##### Data for review #####

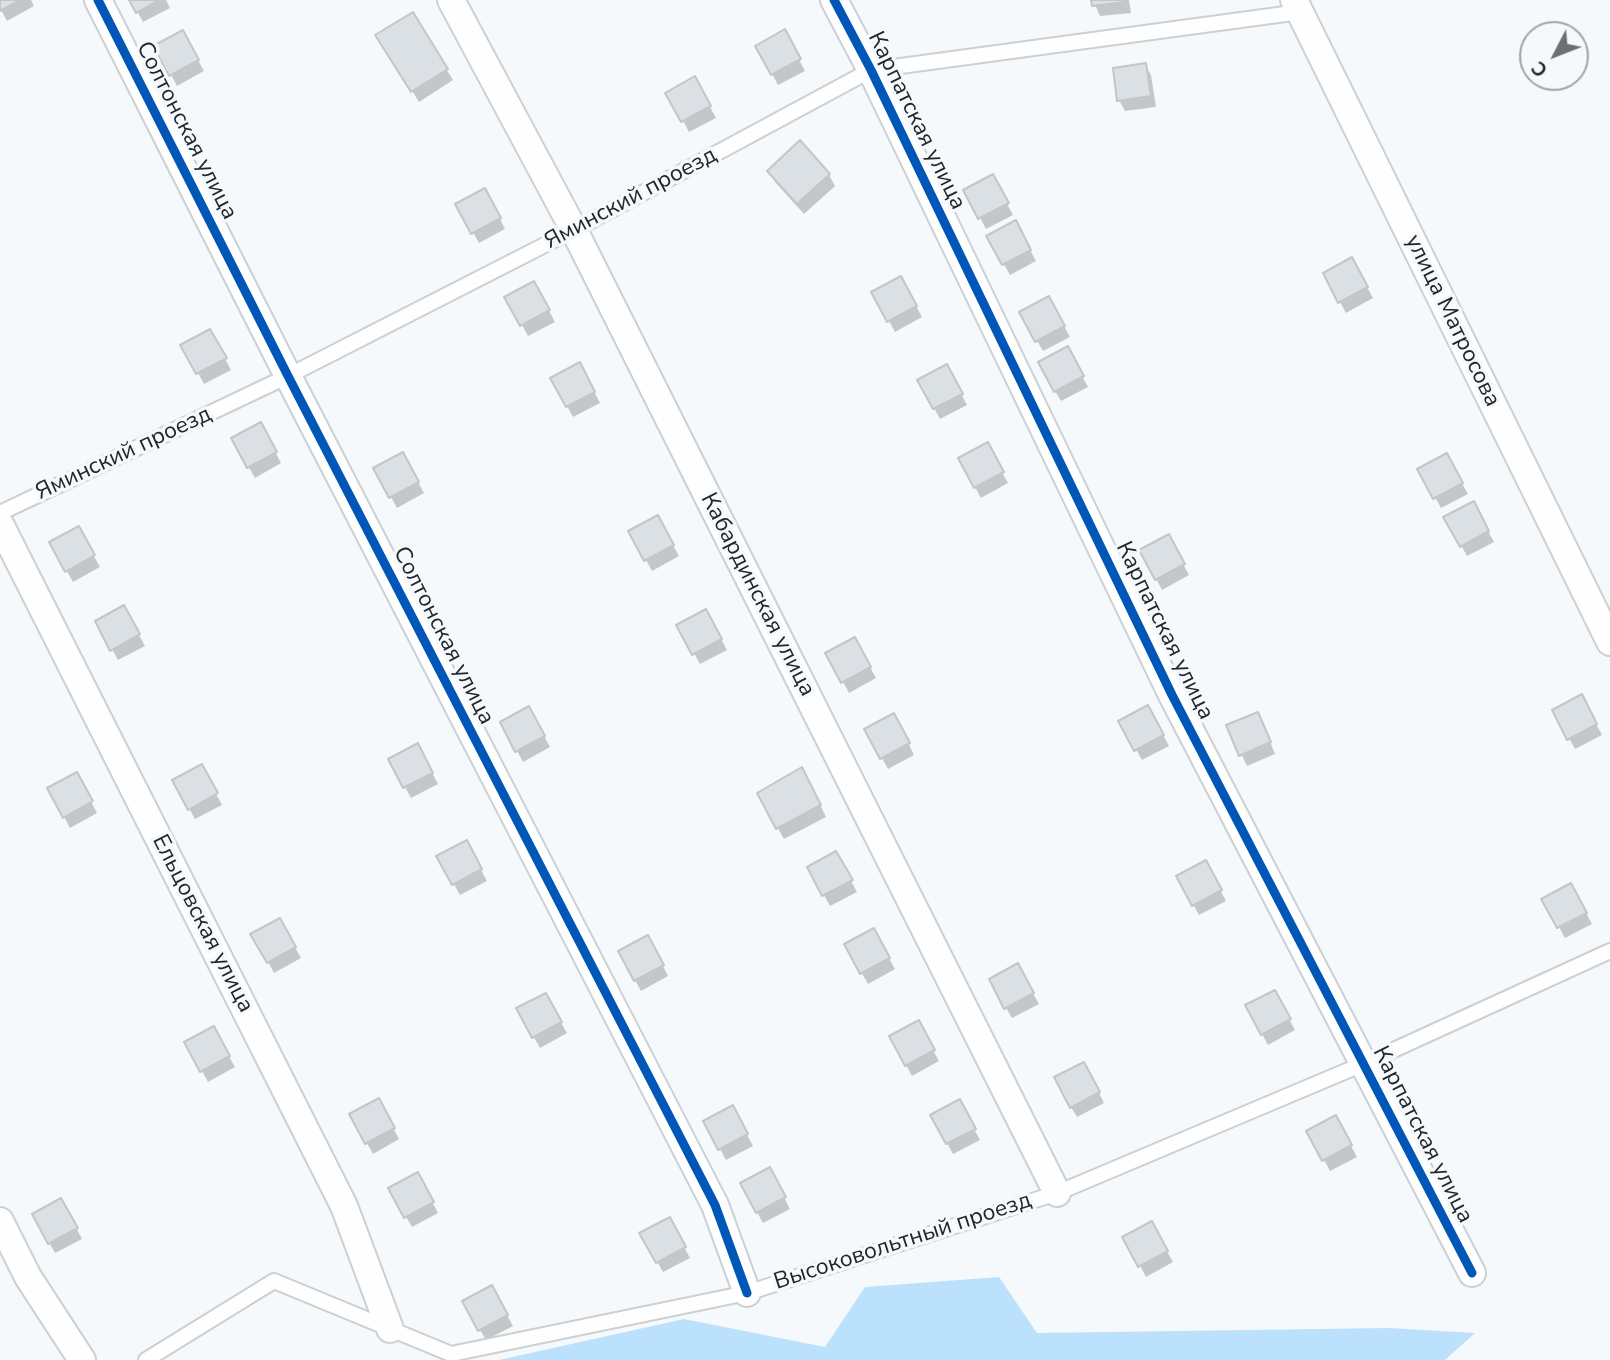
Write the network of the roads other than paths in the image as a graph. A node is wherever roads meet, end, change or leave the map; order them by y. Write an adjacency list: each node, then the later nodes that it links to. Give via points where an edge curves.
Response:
1 (98, 0): 7 (street, Солтонская улица)
2 (451, 0): 6 (street, Кабардинская улица)
3 (834, 0): 5 (street, Карпатская улица)
4 (1297, 6): 5 (lane, Яминский проезд); 10 (street, улица Матросова)
5 (871, 70): 6 (lane, Яминский проезд); 12 (street, Карпатская улица, via 1172,695)
6 (574, 230): 7 (lane, Яминский проезд); 13 (street, Кабардинская улица)
7 (288, 376): 8 (lane, Яминский проезд); 16 (street, Солтонская улица, via 715,1206)
8 (0, 513)
9 (0, 524): 17 (street, Ельцовская улица, via 344,1206)
10 (1610, 642)
11 (1610, 951): 12 (lane, Высоковольтный проезд)
12 (1363, 1063): 13 (lane, Высоковольтный проезд); 15 (street, Карпатская улица)
13 (1057, 1192): 16 (lane, Высоковольтный проезд)
14 (0, 1221): 18 (street, via 28,1276)
15 (1472, 1273)
16 (747, 1293): 17 (lane, Высоковольтный проезд, via 451,1354)
17 (390, 1329): 19 (lane, Высоковольтный проезд, via 275,1281)
18 (82, 1360)
19 (146, 1360)

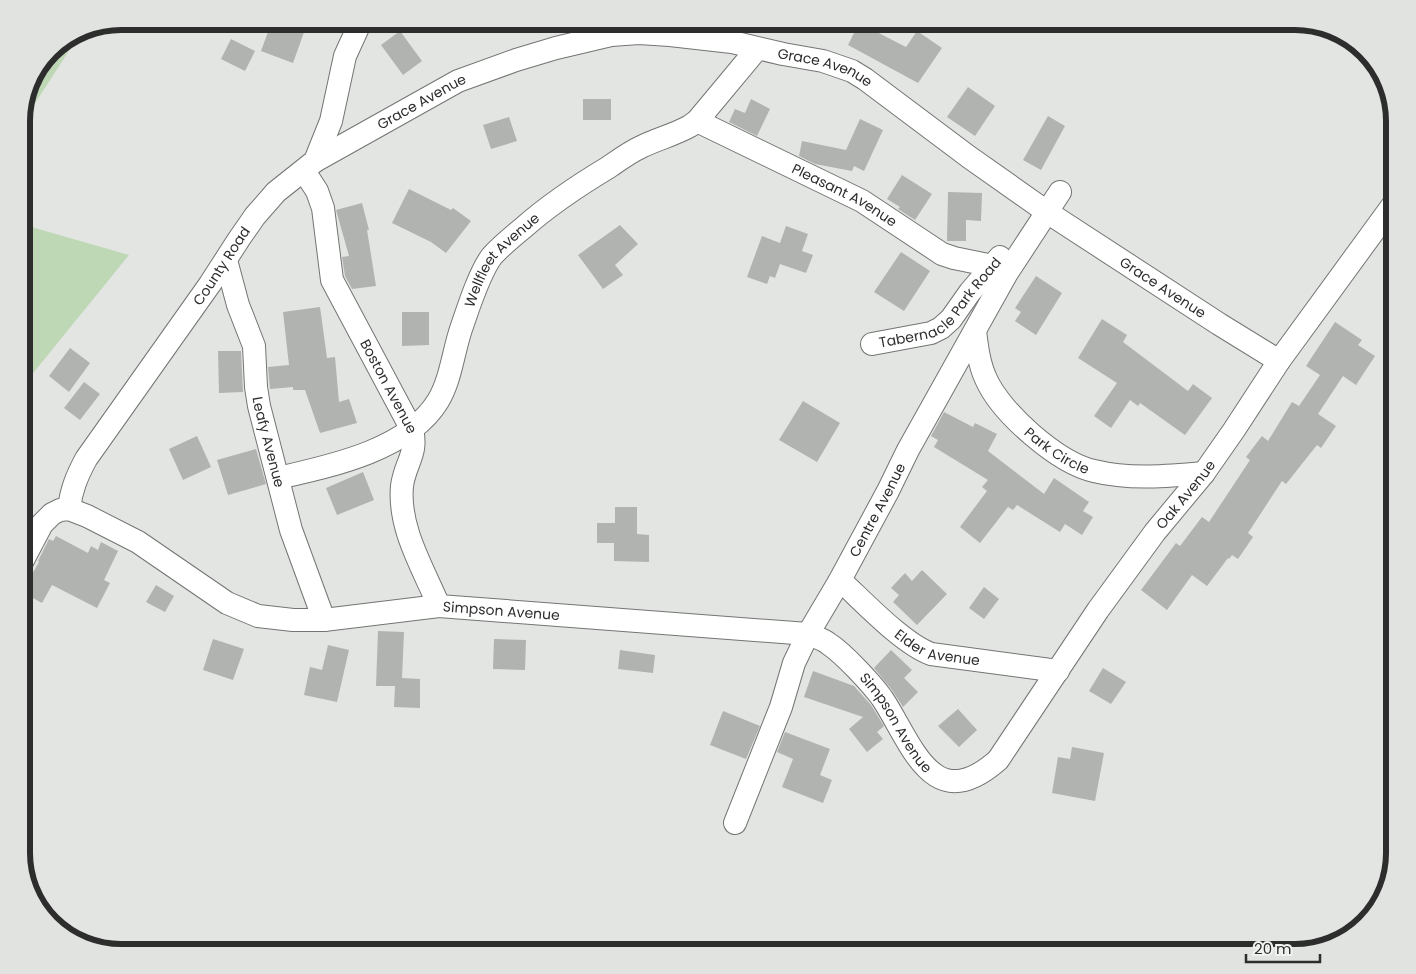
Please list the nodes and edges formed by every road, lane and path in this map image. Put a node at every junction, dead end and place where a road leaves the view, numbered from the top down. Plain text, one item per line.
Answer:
1 (357, 30) edge
2 (757, 49) junction
3 (697, 121) junction
4 (310, 166) junction
5 (1060, 192) dead end
6 (1048, 212) junction
7 (1386, 214) edge
8 (1028, 240) junction
9 (226, 260) junction
10 (993, 266) junction
11 (974, 331) junction
12 (872, 344) dead end
13 (1279, 361) junction
14 (412, 430) junction
15 (1204, 473) junction
16 (278, 478) junction
17 (69, 509) junction
18 (30, 548) edge
19 (840, 580) junction
20 (439, 606) junction
21 (324, 620) junction
22 (808, 634) junction
23 (1058, 671) junction
24 (972, 778) joint
25 (735, 823) dead end

1 - 4 street
2 - 3 street, Wellfleet Avenue
2 - 4 street, Grace Avenue
2 - 6 street, Grace Avenue
3 - 10 street, Pleasant Avenue
3 - 14 street, Wellfleet Avenue
4 - 9 street, County Road
4 - 14 street, Boston Avenue
5 - 6 street, Centre Avenue
6 - 8 street, Centre Avenue
6 - 13 street, Grace Avenue
7 - 13 street, Oak Avenue
8 - 10 street, Tabernacle Park Road
8 - 11 street, Centre Avenue
9 - 16 street, Leafy Avenue
9 - 17 street, County Road
10 - 12 street, Tabernacle Park Road
11 - 15 street, Park Circle
11 - 19 street, Centre Avenue
13 - 15 street, Oak Avenue
14 - 16 street, Wellfleet Avenue
14 - 20 street, Boston Avenue
15 - 23 street, Oak Avenue
16 - 21 street, Leafy Avenue
17 - 18 street
17 - 21 street, Simpson Avenue
19 - 22 street, Centre Avenue
19 - 23 street, Elder Avenue
20 - 21 street, Simpson Avenue
20 - 22 street, Simpson Avenue
22 - 24 street, Simpson Avenue
22 - 25 street, Centre Avenue
23 - 24 street, Oak Avenue

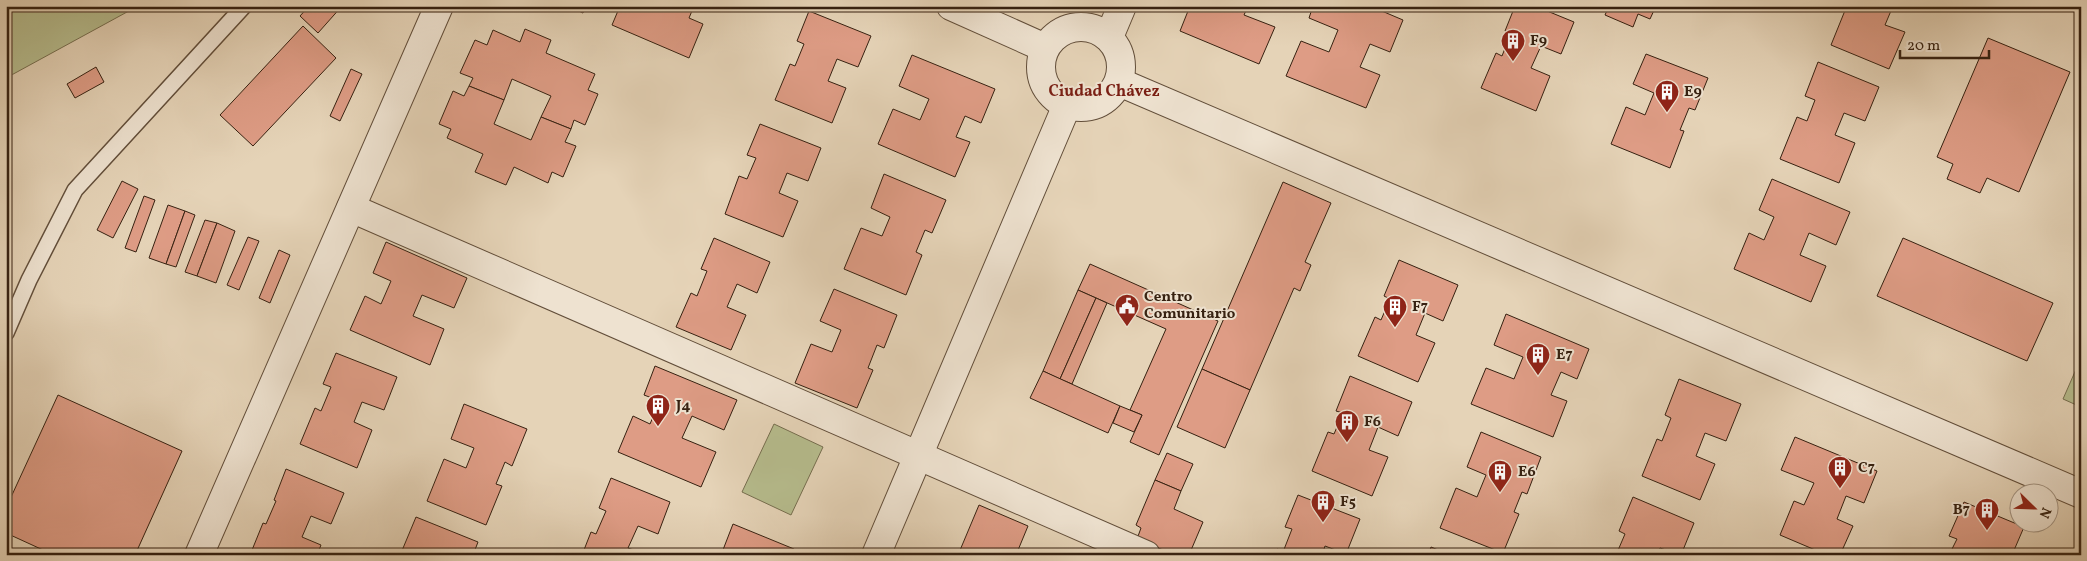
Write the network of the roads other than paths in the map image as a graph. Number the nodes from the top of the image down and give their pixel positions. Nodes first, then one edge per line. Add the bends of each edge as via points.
1 (244, 6) edge
2 (439, 6) edge
3 (951, 6) edge
4 (1122, 6) edge
5 (1109, 36) junction
6 (1045, 48) junction
7 (1119, 82) junction
8 (1066, 105) junction
9 (351, 208) junction
10 (6, 333) edge
11 (919, 456) junction
12 (2081, 494) edge
13 (199, 555) edge
14 (876, 555) edge
15 (1146, 555) edge

1 - 10 lane via 75,190
2 - 9 street
3 - 6 street
4 - 5 street
5 - 6 street via 1082,26 1054,36
5 - 7 street via 1120,53
6 - 8 street via 1041,65 1043,81 1048,91
7 - 8 street via 1098,104 1082,108
7 - 12 street
8 - 11 street
9 - 11 street
9 - 13 street
11 - 14 street
11 - 15 street

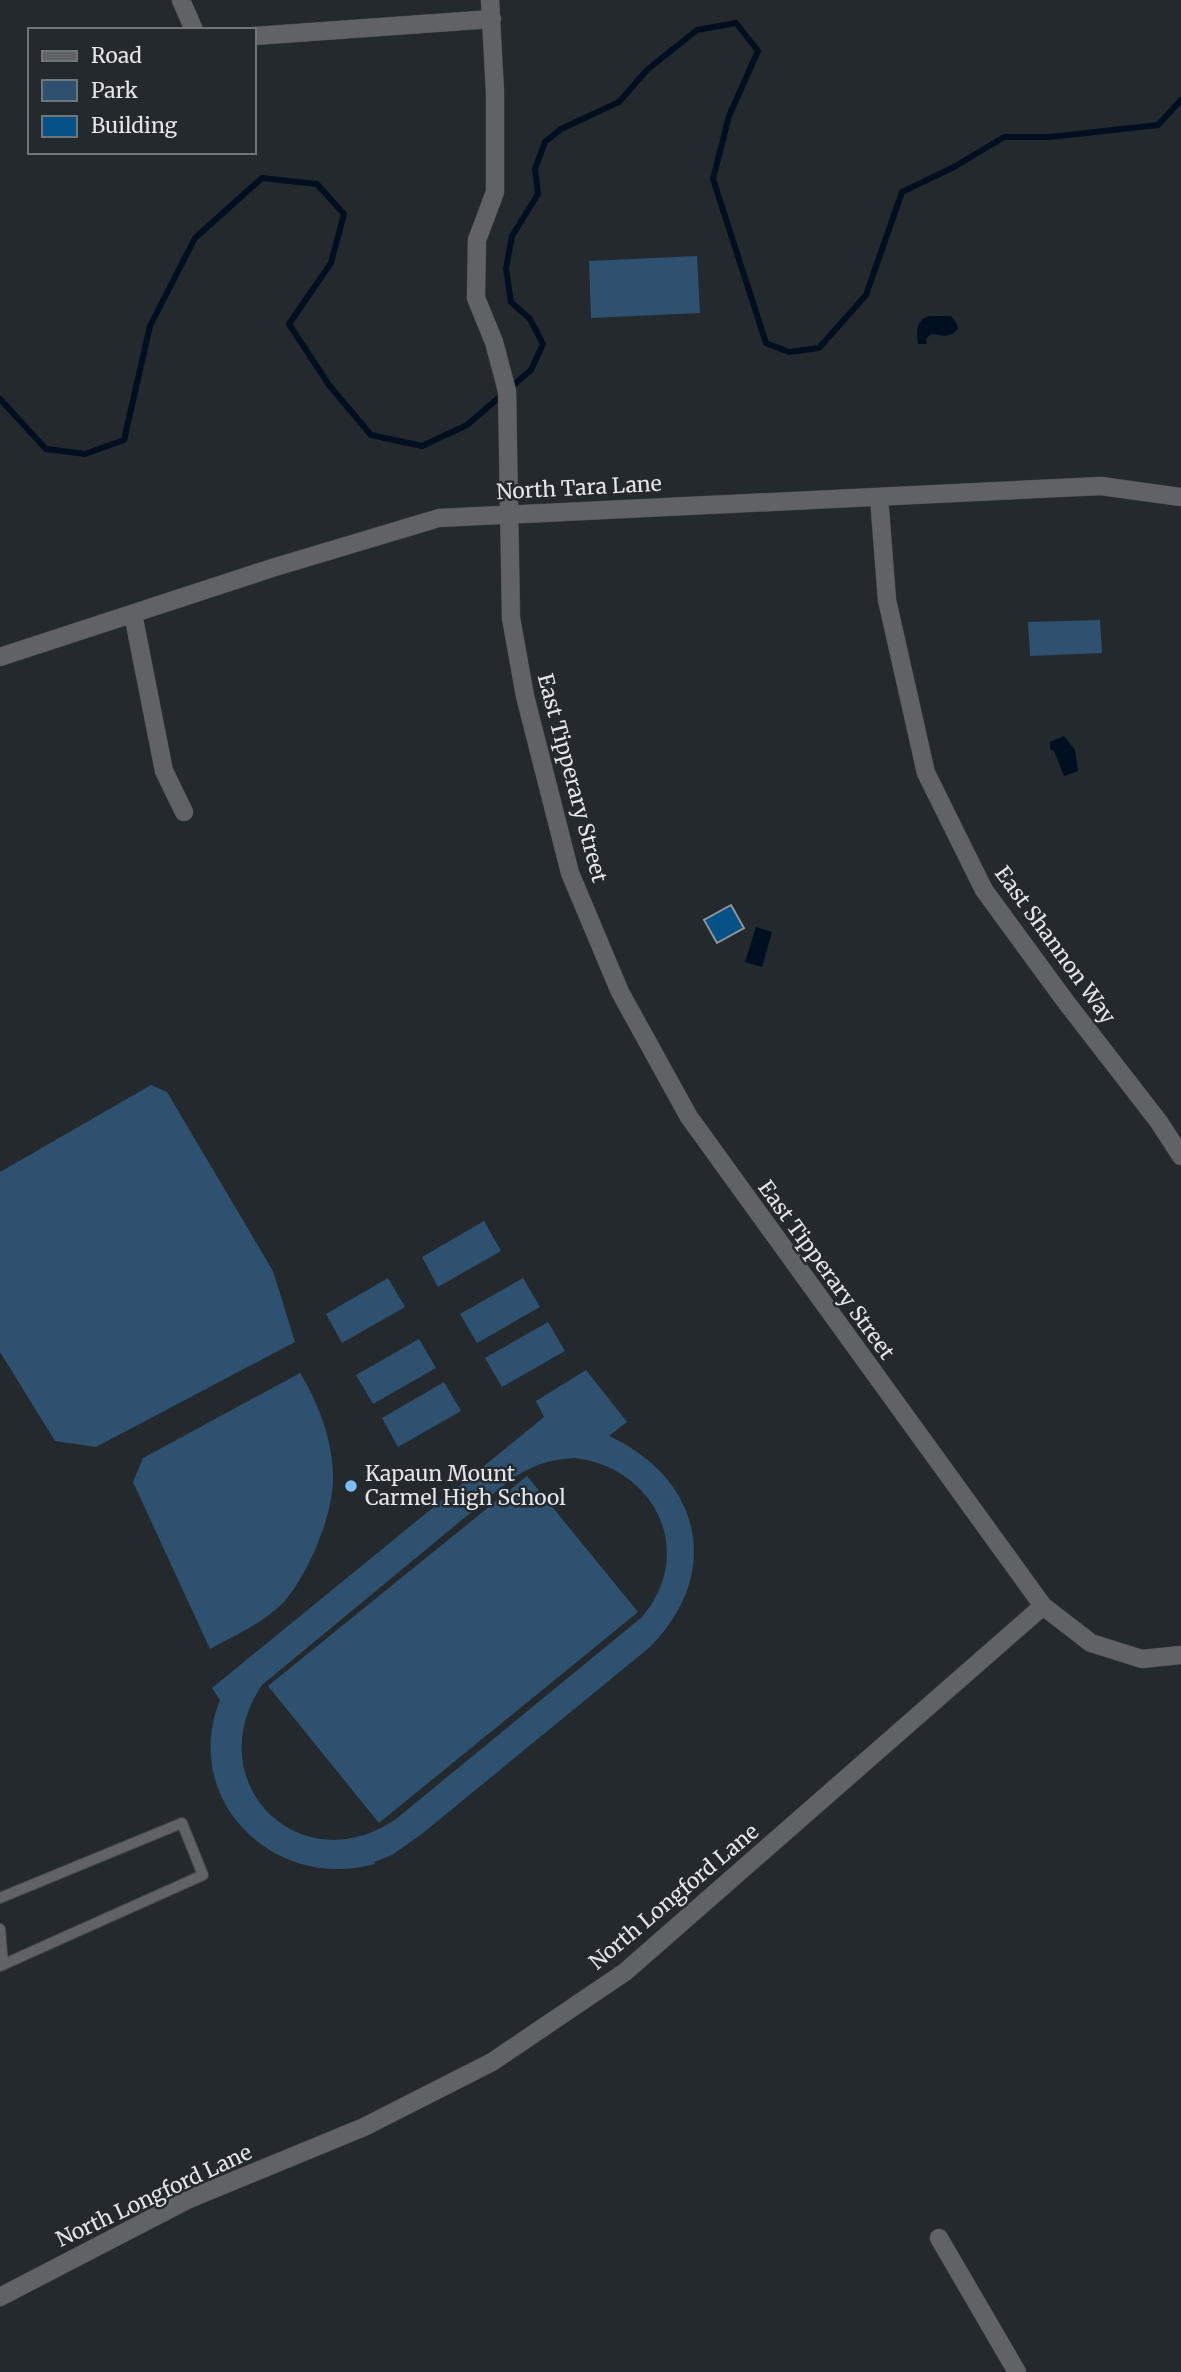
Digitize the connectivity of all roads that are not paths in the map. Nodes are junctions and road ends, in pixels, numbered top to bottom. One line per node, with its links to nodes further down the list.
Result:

#####

Activity.
Here the records must be restated exactly, minus any images.

Task result.
Write the network of the roads other than paths in the image as a graph. A node is wherever roads meet, end, change or leave the map; order them by y. Write an adjacency list: each node, then the later nodes that it links to. Give via points where an edge curves.
Response:
1 (98, 0): 7 (street, Солтонская улица)
2 (451, 0): 6 (street, Кабардинская улица)
3 (834, 0): 5 (street, Карпатская улица)
4 (1297, 6): 5 (lane, Яминский проезд); 10 (street, улица Матросова)
5 (871, 70): 6 (lane, Яминский проезд); 12 (street, Карпатская улица, via 1172,695)
6 (574, 230): 7 (lane, Яминский проезд); 13 (street, Кабардинская улица)
7 (288, 376): 8 (lane, Яминский проезд); 16 (street, Солтонская улица, via 715,1206)
8 (0, 513)
9 (0, 524): 17 (street, Ельцовская улица, via 344,1206)
10 (1610, 642)
11 (1610, 951): 12 (lane, Высоковольтный проезд)
12 (1363, 1063): 13 (lane, Высоковольтный проезд); 15 (street, Карпатская улица)
13 (1057, 1192): 16 (lane, Высоковольтный проезд)
14 (0, 1221): 18 (street, via 28,1276)
15 (1472, 1273)
16 (747, 1293): 17 (lane, Высоковольтный проезд, via 451,1354)
17 (390, 1329): 19 (lane, Высоковольтный проезд, via 275,1281)
18 (82, 1360)
19 (146, 1360)

Please list the nodes and edges formed by every road, lane and path in this map image. Put a node at every junction, dead end and place where a road leaves the view, numbered from the top down. Plain text, one item per line.
Answer:
1 (357, 30) edge
2 (757, 49) junction
3 (697, 121) junction
4 (310, 166) junction
5 (1060, 192) dead end
6 (1048, 212) junction
7 (1386, 214) edge
8 (1028, 240) junction
9 (226, 260) junction
10 (993, 266) junction
11 (974, 331) junction
12 (872, 344) dead end
13 (1279, 361) junction
14 (412, 430) junction
15 (1204, 473) junction
16 (278, 478) junction
17 (69, 509) junction
18 (30, 548) edge
19 (840, 580) junction
20 (439, 606) junction
21 (324, 620) junction
22 (808, 634) junction
23 (1058, 671) junction
24 (972, 778) joint
25 (735, 823) dead end

1 - 4 street
2 - 3 street, Wellfleet Avenue
2 - 4 street, Grace Avenue
2 - 6 street, Grace Avenue
3 - 10 street, Pleasant Avenue
3 - 14 street, Wellfleet Avenue
4 - 9 street, County Road
4 - 14 street, Boston Avenue
5 - 6 street, Centre Avenue
6 - 8 street, Centre Avenue
6 - 13 street, Grace Avenue
7 - 13 street, Oak Avenue
8 - 10 street, Tabernacle Park Road
8 - 11 street, Centre Avenue
9 - 16 street, Leafy Avenue
9 - 17 street, County Road
10 - 12 street, Tabernacle Park Road
11 - 15 street, Park Circle
11 - 19 street, Centre Avenue
13 - 15 street, Oak Avenue
14 - 16 street, Wellfleet Avenue
14 - 20 street, Boston Avenue
15 - 23 street, Oak Avenue
16 - 21 street, Leafy Avenue
17 - 18 street
17 - 21 street, Simpson Avenue
19 - 22 street, Centre Avenue
19 - 23 street, Elder Avenue
20 - 21 street, Simpson Avenue
20 - 22 street, Simpson Avenue
22 - 24 street, Simpson Avenue
22 - 25 street, Centre Avenue
23 - 24 street, Oak Avenue

Write the network of the roads other than paths in the map image as a graph. Number the nodes from the top of the image down and give their pixel positions. Nodes first, then one edge per line. Add the bends of each edge as via points.
1 (244, 6) edge
2 (439, 6) edge
3 (951, 6) edge
4 (1122, 6) edge
5 (1109, 36) junction
6 (1045, 48) junction
7 (1119, 82) junction
8 (1066, 105) junction
9 (351, 208) junction
10 (6, 333) edge
11 (919, 456) junction
12 (2081, 494) edge
13 (199, 555) edge
14 (876, 555) edge
15 (1146, 555) edge

1 - 10 lane via 75,190
2 - 9 street
3 - 6 street
4 - 5 street
5 - 6 street via 1082,26 1054,36
5 - 7 street via 1120,53
6 - 8 street via 1041,65 1043,81 1048,91
7 - 8 street via 1098,104 1082,108
7 - 12 street
8 - 11 street
9 - 11 street
9 - 13 street
11 - 14 street
11 - 15 street

Digitize the connectivity of all roads that are not paths in the map. Nodes are junctions and road ends, in pixels, numbered top to bottom. One line per node, with its links to nodes further down the list.
Result:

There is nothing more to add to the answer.